If there's one thing the Chinese mobile gaming scene never disappoints on, it's the classic "launch day server meltdown." But Intersecting Front (交错战线) didn't just crash — it crashed with negative queue numbers, a 30-minute radio silence from the devs, and bonus rumors of a hacker ransom attack. Truly the deluxe package of launch day disasters.
It all went down on the game's official launch day. Around 10:55 AM when the servers opened, most players found themselves completely locked out. Even wilder, the in-game queue counter started showing negative numbers — one player's screenshot showed -1285 people in queue, and shockingly, many others got the exact same number, as if the server just collectively gave up.

What really set players off was the devs' response time — or lack thereof. A full 25 to 30 minutes after the crash, the official account finally posted a half-hearted announcement. One commenter corrected the timeline precisely: "It was actually 30 minutes — the servers crashed at 10:55." During that agonizing wait, players had already flooded TapTap and Bilibili with hundreds of negative reviews. Within 3 minutes of the announcement dropping, 300 rage comments piled underneath. Yeah, people were malding.
To make things worse, the game had a pop-up bug: while stuck outside the server, players would randomly encounter either a split-second flash of the queue screen or absolutely nothing at all. This meant a huge chunk of players didn't even realize it was a server crash — they thought it was their own connection issue and kept hammering the login button, making the congestion even worse. A beautiful self-reinforcing disaster loop.



The comment section became a mass roasting session. One veteran gacha gamer quipped, "After all the Girls' Frontline 2 drama, a mere server crash barely registers" — clearly desensitized. Another admitted, "So it wasn't just my problem" after spending the whole time questioning their own WiFi. Someone else went straight for the throat: "What garbage server engineering — they don't even know how to do stress testing." One poor soul couldn't even find where to download the official client — turns out it was on TapTap, of all places.

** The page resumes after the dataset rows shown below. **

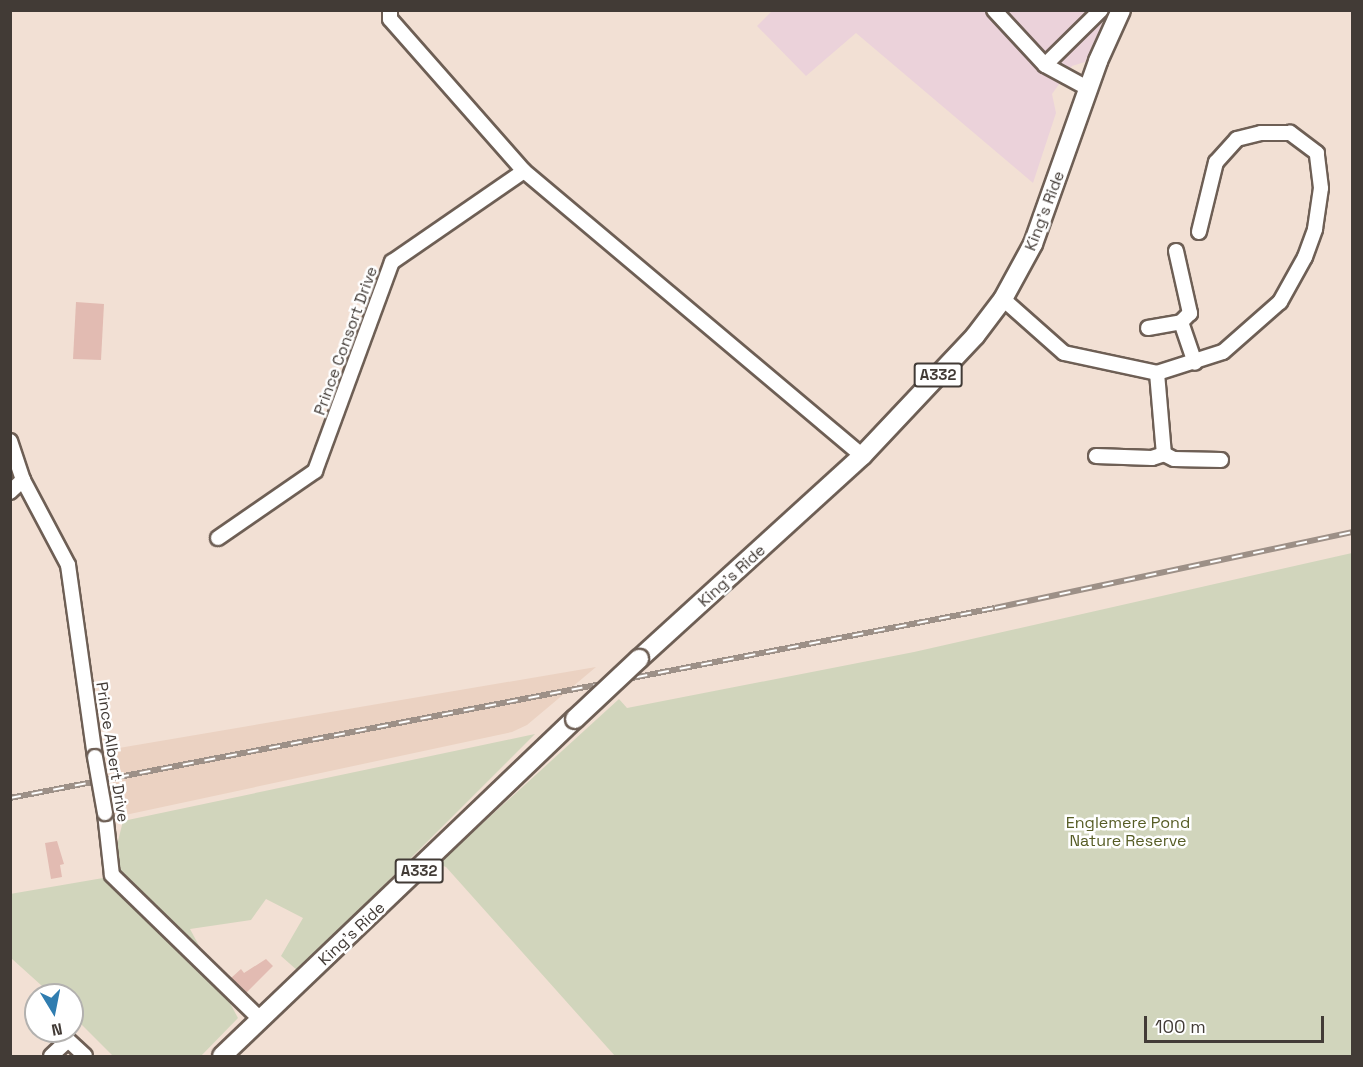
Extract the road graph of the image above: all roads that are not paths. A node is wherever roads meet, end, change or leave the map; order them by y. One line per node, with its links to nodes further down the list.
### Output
1 (390, 10): 7 (street)
2 (994, 10): 5 (street)
3 (1101, 10): 5 (street)
4 (1121, 10): 6 (main road, King's Ride / A332)
5 (1045, 65): 6 (street)
6 (1089, 89): 10 (main road, King's Ride / A332)
7 (524, 171): 17 (street); 22 (street, Prince Consort Drive)
8 (1199, 232): 13 (street)
9 (1176, 251): 11 (street)
10 (1003, 299): 14 (street); 17 (main road, King's Ride / A332)
11 (1181, 322): 12 (street); 13 (street)
12 (1148, 328)
13 (1195, 363): 14 (street)
14 (1157, 373): 16 (street)
15 (10, 441): 20 (street, Prince Albert Drive)
16 (1164, 454): 18 (street); 19 (street)
17 (862, 456): 23 (main road, King's Ride / A332, bridge)
18 (1096, 456)
19 (1221, 460)
20 (23, 480): 21 (street); 23 (street, Prince Albert Drive, bridge)
21 (10, 492)
22 (218, 538)
23 (261, 1020): 26 (main road, King's Ride / A332)
24 (51, 1056): 25 (street)
25 (85, 1056)
26 (222, 1056)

Players couldn't resist the comparison game either. One commenter pointed out that Millennia Journey (千年之旅) — another waifu game that had its own drama during beta — took only 11 minutes to respond to their server crash. Even accounting for early launch time, that's 15 minutes max, literally twice as fast as Intersecting Front. The shade was real and the damage was personal.
Beyond the server issues themselves, there were spicy unconfirmed rumors circulating in the comments. Someone forwarded QQ group messages claiming the game was "allegedly attacked and held for ransom by a hacker group." While this hasn't been verified, a commenter noted this isn't uncommon in the industry: "There's a whole squad of these bottom-feeders who specifically target small studios' new games for protection money." Another player couldn't help but snark: "But in this economy, can you even squeeze money out of a gacha launch? They might not even make back their electricity costs."
As of the original post, the game was undergoing maintenance from 2:00 to 4:00 PM. But the negative queue number became the undisputed meme of the day — players raced to share their -1285 screenshots, with nearly everyone getting the same cursed number. A true performance art piece of launch day failure.